Once I had been in China for two days, I went into my placement, at a law firm called King and Wood Mallesons, for the first time. For the law nerds amongst you, King and Wood Mallesons is a top law firm in China, established in 1993. It merged with an Australian Firm, Mallesons Stephen Jacques in 2012 and with UK firm SJ Berwin in 2013 (SJ Berwin is temporarily known as King and Wood Mallesons SJ Berwin, which is a mouthful, but eventually the SJ Berwin element will be dropped completely). This makes it the first global law firm to have their headquarters in Asia. They have over 2700 lawyers, including more than 550 partners in 31 worldwide locations.

Spiel over.


Anyway, on my first morning, I was supposed to go in about 9 (and I left in some seriously torrential rain) when the PA staff called me and said my supervisor wasn't in the office. So I finally got there about 11ish.

The building is brand new – part of a giant shopping centre with lots of luxury brands - and on the 16th floor. (Interestingly, I later noted in the lift that this building has a 13th floor and a 13A, but no 14th floor. I assume that this is because 4 is considered an unlucky number in Chinese culture – its pronunciation sounds a lot like the word for death – but it struck me as a bit ironic, because, obviously, in our culture, 13 is considered to be unlucky, and yet this tower block had two 13th floors!)

View from the Office

It was a spacious office, with lots of glass and chrome and all very modern and whatnot, which was sort of what I expected, but after that, I found lots of and lots of differences to what I had anticipated.

When I got there, the receptionist is wearing pink trainers, jeans and an Adidas t-shirt, as were some of the lawyers. Very loud gobbing was common (and I’m sorry, but I can never suppress a shudder when people do that, no matter where I am. It’s rank) and when I came back from lunch everyone, and I mean everyone, was napping at their desks, with the pillows they had brought in specifically for this purpose, which the other intern said was totally normal. Random men would occasionally wonder in and try to sell their wares. In fact, the office atmosphere was probably the biggest culture shock to my system during my time in Chengdu, although I did manage to adjust fairly well (I think).  

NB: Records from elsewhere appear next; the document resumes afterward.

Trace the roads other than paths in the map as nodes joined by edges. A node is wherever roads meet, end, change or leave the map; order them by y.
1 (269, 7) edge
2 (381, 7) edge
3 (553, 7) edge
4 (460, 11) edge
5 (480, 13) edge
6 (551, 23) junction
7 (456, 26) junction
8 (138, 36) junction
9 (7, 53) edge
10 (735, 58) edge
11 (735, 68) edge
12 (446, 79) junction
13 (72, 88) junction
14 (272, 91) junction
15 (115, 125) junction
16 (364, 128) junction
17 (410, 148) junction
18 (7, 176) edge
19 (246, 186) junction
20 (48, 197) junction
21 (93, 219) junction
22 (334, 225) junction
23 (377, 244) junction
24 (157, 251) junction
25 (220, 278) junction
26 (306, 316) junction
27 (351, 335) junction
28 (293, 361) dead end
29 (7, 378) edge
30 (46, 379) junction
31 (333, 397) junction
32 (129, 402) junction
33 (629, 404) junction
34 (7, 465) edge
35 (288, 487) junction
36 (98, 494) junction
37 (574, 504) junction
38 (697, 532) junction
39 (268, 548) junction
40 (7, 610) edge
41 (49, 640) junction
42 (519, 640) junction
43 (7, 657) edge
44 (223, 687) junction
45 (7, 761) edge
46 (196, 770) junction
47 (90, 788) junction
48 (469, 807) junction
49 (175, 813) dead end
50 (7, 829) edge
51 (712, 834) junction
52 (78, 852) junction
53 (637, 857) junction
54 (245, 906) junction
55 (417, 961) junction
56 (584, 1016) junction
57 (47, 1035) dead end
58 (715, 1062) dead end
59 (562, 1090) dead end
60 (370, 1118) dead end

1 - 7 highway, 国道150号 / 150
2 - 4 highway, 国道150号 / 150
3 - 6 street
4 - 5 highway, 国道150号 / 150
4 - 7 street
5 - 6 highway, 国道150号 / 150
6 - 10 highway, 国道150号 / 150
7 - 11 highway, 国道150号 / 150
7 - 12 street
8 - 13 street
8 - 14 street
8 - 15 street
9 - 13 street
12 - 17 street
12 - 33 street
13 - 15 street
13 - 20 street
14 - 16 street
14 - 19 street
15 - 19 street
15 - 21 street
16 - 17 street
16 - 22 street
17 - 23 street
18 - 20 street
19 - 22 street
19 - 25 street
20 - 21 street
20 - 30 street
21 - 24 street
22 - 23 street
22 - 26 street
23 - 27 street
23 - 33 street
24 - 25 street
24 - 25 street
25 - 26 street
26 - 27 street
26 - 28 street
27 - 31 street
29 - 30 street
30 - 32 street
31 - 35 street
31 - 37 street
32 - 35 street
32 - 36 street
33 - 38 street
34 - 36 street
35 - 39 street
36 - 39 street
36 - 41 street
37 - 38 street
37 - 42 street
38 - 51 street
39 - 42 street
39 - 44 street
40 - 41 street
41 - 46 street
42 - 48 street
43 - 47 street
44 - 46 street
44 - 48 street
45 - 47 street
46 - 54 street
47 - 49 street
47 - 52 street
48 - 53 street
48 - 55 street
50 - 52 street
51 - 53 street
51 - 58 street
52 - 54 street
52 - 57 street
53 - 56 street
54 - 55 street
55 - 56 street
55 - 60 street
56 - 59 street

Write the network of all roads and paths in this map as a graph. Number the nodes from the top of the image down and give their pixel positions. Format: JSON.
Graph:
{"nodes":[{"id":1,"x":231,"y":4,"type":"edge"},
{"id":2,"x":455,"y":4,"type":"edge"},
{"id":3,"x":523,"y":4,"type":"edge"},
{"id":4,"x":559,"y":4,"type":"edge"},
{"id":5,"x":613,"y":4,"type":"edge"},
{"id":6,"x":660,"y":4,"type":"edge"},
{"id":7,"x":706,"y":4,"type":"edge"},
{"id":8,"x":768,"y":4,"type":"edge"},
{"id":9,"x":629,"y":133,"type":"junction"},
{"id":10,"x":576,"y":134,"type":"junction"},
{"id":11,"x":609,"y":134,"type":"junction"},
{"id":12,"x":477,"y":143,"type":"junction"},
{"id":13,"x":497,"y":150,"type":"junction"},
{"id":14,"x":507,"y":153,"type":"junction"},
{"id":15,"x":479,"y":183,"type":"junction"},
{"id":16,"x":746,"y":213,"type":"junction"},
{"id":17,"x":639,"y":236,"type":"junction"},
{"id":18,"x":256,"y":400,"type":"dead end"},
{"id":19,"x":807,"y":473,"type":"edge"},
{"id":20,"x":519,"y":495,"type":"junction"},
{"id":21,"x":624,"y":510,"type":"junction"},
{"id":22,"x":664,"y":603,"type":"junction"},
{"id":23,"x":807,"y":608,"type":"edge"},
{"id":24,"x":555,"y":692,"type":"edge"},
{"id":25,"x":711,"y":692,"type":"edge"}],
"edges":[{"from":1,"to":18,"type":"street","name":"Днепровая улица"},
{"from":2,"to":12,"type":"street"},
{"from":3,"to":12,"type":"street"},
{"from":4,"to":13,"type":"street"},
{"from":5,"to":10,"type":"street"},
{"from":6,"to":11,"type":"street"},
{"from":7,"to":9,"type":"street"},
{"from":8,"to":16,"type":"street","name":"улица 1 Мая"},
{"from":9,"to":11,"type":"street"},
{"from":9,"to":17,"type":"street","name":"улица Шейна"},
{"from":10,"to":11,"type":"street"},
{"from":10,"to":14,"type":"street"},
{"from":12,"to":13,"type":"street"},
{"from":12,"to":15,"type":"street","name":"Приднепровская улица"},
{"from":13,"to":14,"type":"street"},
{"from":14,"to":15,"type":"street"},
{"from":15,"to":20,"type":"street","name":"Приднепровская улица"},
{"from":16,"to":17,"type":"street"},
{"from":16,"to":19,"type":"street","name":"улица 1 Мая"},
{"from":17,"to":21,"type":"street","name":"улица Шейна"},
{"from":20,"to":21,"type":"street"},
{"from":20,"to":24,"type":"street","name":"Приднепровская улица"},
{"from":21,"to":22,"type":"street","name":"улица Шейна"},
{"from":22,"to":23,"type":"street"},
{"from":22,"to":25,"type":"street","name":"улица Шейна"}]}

But they were all very nice, which did make life considerably easier.

By 4pm, though, I still hadn’t been given anything to do – and my advice is, if you ever go on an internship like this, you have to be proactive and keep asking for work, or you won’t any and therefore you won’t get anything out of your experience. Eventually, I got sent a legal brief on the PRC rules for doing foreign investment in China which I read through, found quite interesting, and sent my supervisor a bunch of questions about it.

Anyway, in the process of reading this digest, I googled - well, no, the Chinese firewall is reluctant to let Google load very often, if at all, so I had to use Bing instead - an organisation here called the National Development and Reform Commission of the Peoples Republic of China. Bit of a mouthful, I know. This is its list of departments: 

…The General Office, Department of Policy Studies, Department of Development Planning, Department of National Economy, Bureau of Economic Operations Adjustment, Department of Economic Operations Adjustment, Department of Economic System Reform, Department of Fixed Asset Investment, Department of Foreign Capital and Overseas Investment, Department of Regional Economy, Department of Western Regional Development, Department of North-eastern Region Revitalization, Department of Rural Economy, Department of Basic Industries, Department of Industry, Department of High-Tech Industry, Department of Resource Conservation and Environmental Protection, Department of Climate Change, Department of Social Development, Department of Employment and Income Distribution, Department of Trade, Department of Fiscal and Financial Affairs, Department of Price, Bureau of Price Supervision and Anti Monopoly, Department of Laws and Regulations, Department of International Cooperation, Department of Personnel, Office of National Economic Mobilization, Office of Key Project Inspectors, the NDRC Party Committee, Bureau of Retired Officials, State Bureau of Material Reserve, State Grain Administration and the National Energy Administration. 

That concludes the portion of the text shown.